**Instructions to follow:** Count how many lines hold "roads" in the records, and respond with that number by itself.

# # # # #

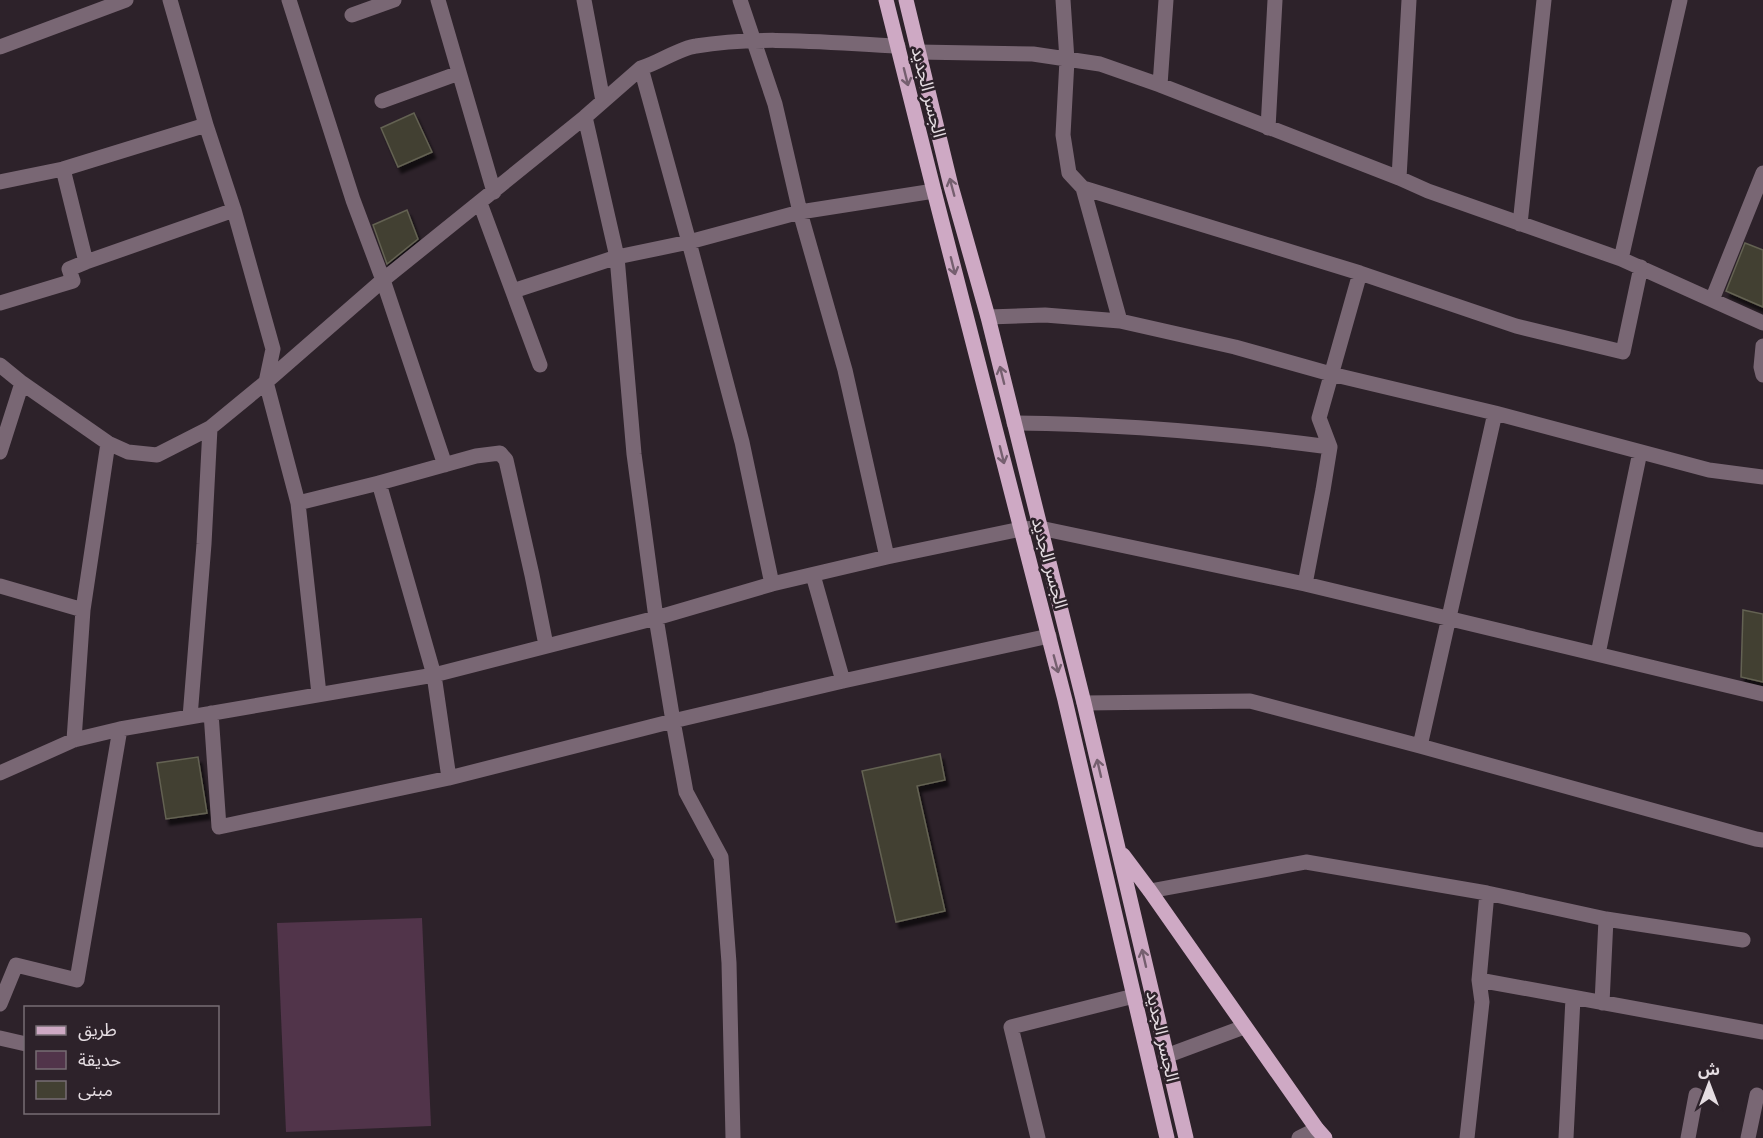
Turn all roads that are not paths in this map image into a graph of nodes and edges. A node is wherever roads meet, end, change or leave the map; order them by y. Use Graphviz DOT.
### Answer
graph roads {
  1 [pos="126,0"];
  2 [pos="170,0"];
  3 [pos="289,0"];
  4 [pos="394,0"];
  5 [pos="438,0"];
  6 [pos="584,0"];
  7 [pos="740,0"];
  8 [pos="886,0"];
  9 [pos="906,0"];
  10 [pos="1063,0"];
  11 [pos="1166,0"];
  12 [pos="1275,0"];
  13 [pos="1409,0"];
  14 [pos="1544,0"];
  15 [pos="1680,0"];
  16 [pos="351,15"];
  17 [pos="754,40"];
  18 [pos="898,46"];
  19 [pos="0,47"];
  20 [pos="918,52"];
  21 [pos="1067,60"];
  22 [pos="641,68"];
  23 [pos="459,73"];
  24 [pos="1160,85"];
  25 [pos="382,101"];
  26 [pos="603,101"];
  27 [pos="585,117"];
  28 [pos="206,125"];
  29 [pos="1268,128"];
  30 [pos="63,169"];
  31 [pos="1763,173"];
  32 [pos="1399,178"];
  33 [pos="0,182"];
  34 [pos="1083,188"];
  35 [pos="934,190"];
  36 [pos="494,192"];
  37 [pos="480,203"];
  38 [pos="234,210"];
  39 [pos="800,212"];
  40 [pos="1520,224"];
  41 [pos="689,242"];
  42 [pos="617,257"];
  43 [pos="1622,259"];
  44 [pos="86,262"];
  45 [pos="1641,267"];
  46 [pos="1360,273"];
  47 [pos="383,280"];
  48 [pos="513,291"];
  49 [pos="1712,300"];
  50 [pos="0,303"];
  51 [pos="988,317"];
  52 [pos="1120,321"];
  53 [pos="1763,323"];
  54 [pos="1763,346"];
  55 [pos="0,353"];
  56 [pos="540,365"];
  57 [pos="2,367"];
  58 [pos="1331,374"];
  59 [pos="1763,375"];
  60 [pos="266,382"];
  61 [pos="22,383"];
  62 [pos="1495,413"];
  63 [pos="1014,423"];
  64 [pos="210,428"];
  65 [pos="108,443"];
  66 [pos="1330,447"];
  67 [pos="0,452"];
  68 [pos="1640,452"];
  69 [pos="445,465"];
  70 [pos="1763,477"];
  71 [pos="379,483"];
  72 [pos="298,503"];
  73 [pos="1040,528"];
  74 [pos="1021,529"];
  75 [pos="887,557"];
  76 [pos="813,575"];
  77 [pos="772,584"];
  78 [pos="1305,584"];
  79 [pos="0,586"];
  80 [pos="83,610"];
  81 [pos="656,618"];
  82 [pos="1449,618"];
  83 [pos="1048,636"];
  84 [pos="546,645"];
  85 [pos="1598,654"];
  86 [pos="434,675"];
  87 [pos="843,681"];
  88 [pos="319,694"];
  89 [pos="1763,694"];
  90 [pos="1084,703"];
  91 [pos="211,713"];
  92 [pos="190,717"];
  93 [pos="673,721"];
  94 [pos="120,729"];
  95 [pos="74,740"];
  96 [pos="1420,746"];
  97 [pos="0,773"];
  98 [pos="449,778"];
  99 [pos="1763,840"];
  100 [pos="1119,850"];
  101 [pos="1150,891"];
  102 [pos="1487,893"];
  103 [pos="1606,919"];
  104 [pos="1743,940"];
  105 [pos="1479,981"];
  106 [pos="1134,996"];
  107 [pos="1573,998"];
  108 [pos="1602,1003"];
  109 [pos="0,1004"];
  110 [pos="1244,1027"];
  111 [pos="1763,1032"];
  112 [pos="0,1038"];
  113 [pos="24,1044"];
  114 [pos="1166,1056"];
  115 [pos="1696,1095"];
  116 [pos="1757,1095"];
  117 [pos="1321,1134"];
  118 [pos="732,1138"];
  119 [pos="1038,1138"];
  120 [pos="1167,1138"];
  121 [pos="1185,1138"];
  122 [pos="1299,1138"];
  123 [pos="1467,1138"];
  124 [pos="1566,1138"];
  125 [pos="1688,1138"];
  126 [pos="1748,1138"];
  1 -- 19 [label="street"];
  2 -- 28 [label="street"];
  3 -- 47 [label="street"];
  4 -- 16 [label="street"];
  5 -- 23 [label="street"];
  6 -- 26 [label="street"];
  7 -- 17 [label="street"];
  8 -- 18 [label="main road, الجسر الجديد"];
  9 -- 20 [label="main road, الجسر الجديد"];
  10 -- 21 [label="street"];
  11 -- 24 [label="street"];
  12 -- 29 [label="street"];
  13 -- 32 [label="street"];
  14 -- 40 [label="street"];
  15 -- 43 [label="street"];
  17 -- 18 [label="street"];
  17 -- 22 [label="street"];
  17 -- 39 [label="street"];
  18 -- 35 [label="main road, الجسر الجديد, one-way"];
  20 -- 21 [label="street"];
  51 -- 20 [label="main road, الجسر الجديد, one-way"];
  21 -- 24 [label="street"];
  21 -- 34 [label="street"];
  22 -- 26 [label="street"];
  22 -- 41 [label="street"];
  23 -- 25 [label="street"];
  23 -- 36 [label="street"];
  24 -- 29 [label="street"];
  26 -- 27 [label="street"];
  27 -- 36 [label="street"];
  27 -- 42 [label="street"];
  28 -- 30 [label="street"];
  28 -- 38 [label="street"];
  29 -- 32 [label="street"];
  30 -- 33 [label="street"];
  30 -- 44 [label="street"];
  31 -- 49 [label="street"];
  32 -- 40 [label="street"];
  34 -- 46 [label="street"];
  34 -- 52 [label="street"];
  35 -- 39 [label="street"];
  35 -- 74 [label="main road, الجسر الجديد, one-way"];
  36 -- 37 [label="street"];
  37 -- 47 [label="street"];
  37 -- 48 [label="street"];
  38 -- 44 [label="street"];
  38 -- 60 [label="street"];
  39 -- 41 [label="street"];
  39 -- 75 [label="street"];
  40 -- 43 [label="street"];
  41 -- 42 [label="street"];
  41 -- 77 [label="street"];
  42 -- 48 [label="street"];
  42 -- 81 [label="street"];
  43 -- 45 [label="street"];
  44 -- 50 [label="street"];
  45 -- 46 [label="street"];
  45 -- 49 [label="street"];
  46 -- 58 [label="street"];
  47 -- 60 [label="street"];
  47 -- 69 [label="street"];
  48 -- 56 [label="street"];
  49 -- 53 [label="street"];
  51 -- 52 [label="street"];
  63 -- 51 [label="main road, الجسر الجديد, one-way"];
  52 -- 58 [label="street"];
  54 -- 59 [label="street"];
  55 -- 57 [label="street"];
  57 -- 61 [label="street"];
  58 -- 62 [label="street"];
  58 -- 66 [label="street"];
  60 -- 64 [label="street"];
  60 -- 72 [label="street"];
  61 -- 65 [label="street"];
  61 -- 67 [label="street"];
  62 -- 68 [label="street"];
  62 -- 82 [label="street"];
  63 -- 66 [label="street"];
  63 -- 73 [label="main road, الجسر الجديد"];
  64 -- 65 [label="street"];
  64 -- 92 [label="street"];
  65 -- 80 [label="street"];
  66 -- 78 [label="street"];
  68 -- 70 [label="street"];
  68 -- 85 [label="street"];
  69 -- 71 [label="street"];
  69 -- 84 [label="street"];
  71 -- 72 [label="street"];
  71 -- 86 [label="street"];
  72 -- 88 [label="street"];
  73 -- 74 [label="street"];
  73 -- 78 [label="street"];
  73 -- 90 [label="main road, الجسر الجديد"];
  74 -- 75 [label="street"];
  74 -- 83 [label="main road, الجسر الجديد"];
  75 -- 76 [label="street"];
  76 -- 77 [label="street"];
  76 -- 87 [label="street"];
  77 -- 81 [label="street"];
  78 -- 82 [label="street"];
  79 -- 80 [label="street"];
  80 -- 95 [label="street"];
  81 -- 84 [label="street"];
  81 -- 93 [label="street"];
  82 -- 85 [label="street"];
  82 -- 96 [label="street"];
  83 -- 87 [label="street"];
  83 -- 106 [label="main road, الجسر الجديد, one-way"];
  84 -- 86 [label="street"];
  85 -- 89 [label="street"];
  86 -- 88 [label="street"];
  86 -- 98 [label="street"];
  87 -- 93 [label="street"];
  88 -- 91 [label="street"];
  90 -- 96 [label="street"];
  100 -- 90 [label="main road, الجسر الجديد, one-way"];
  91 -- 92 [label="street"];
  91 -- 98 [label="street"];
  92 -- 94 [label="street"];
  93 -- 98 [label="street"];
  93 -- 118 [label="street"];
  94 -- 95 [label="street"];
  94 -- 109 [label="street"];
  95 -- 97 [label="street"];
  96 -- 99 [label="street"];
  100 -- 101 [label="main road"];
  114 -- 100 [label="main road, الجسر الجديد, one-way"];
  101 -- 102 [label="street"];
  101 -- 110 [label="main road"];
  102 -- 103 [label="street"];
  102 -- 105 [label="street"];
  103 -- 104 [label="street"];
  103 -- 108 [label="street"];
  105 -- 107 [label="street"];
  105 -- 123 [label="street"];
  106 -- 119 [label="street"];
  106 -- 120 [label="main road, الجسر الجديد"];
  107 -- 108 [label="street"];
  107 -- 124 [label="street"];
  108 -- 111 [label="street"];
  110 -- 114 [label="street"];
  110 -- 117 [label="main road"];
  112 -- 113 [label="street"];
  114 -- 121 [label="main road, الجسر الجديد"];
  115 -- 125 [label="street"];
  116 -- 126 [label="street"];
  117 -- 122 [label="street"];
}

# # # # #

**Problem solution:** 2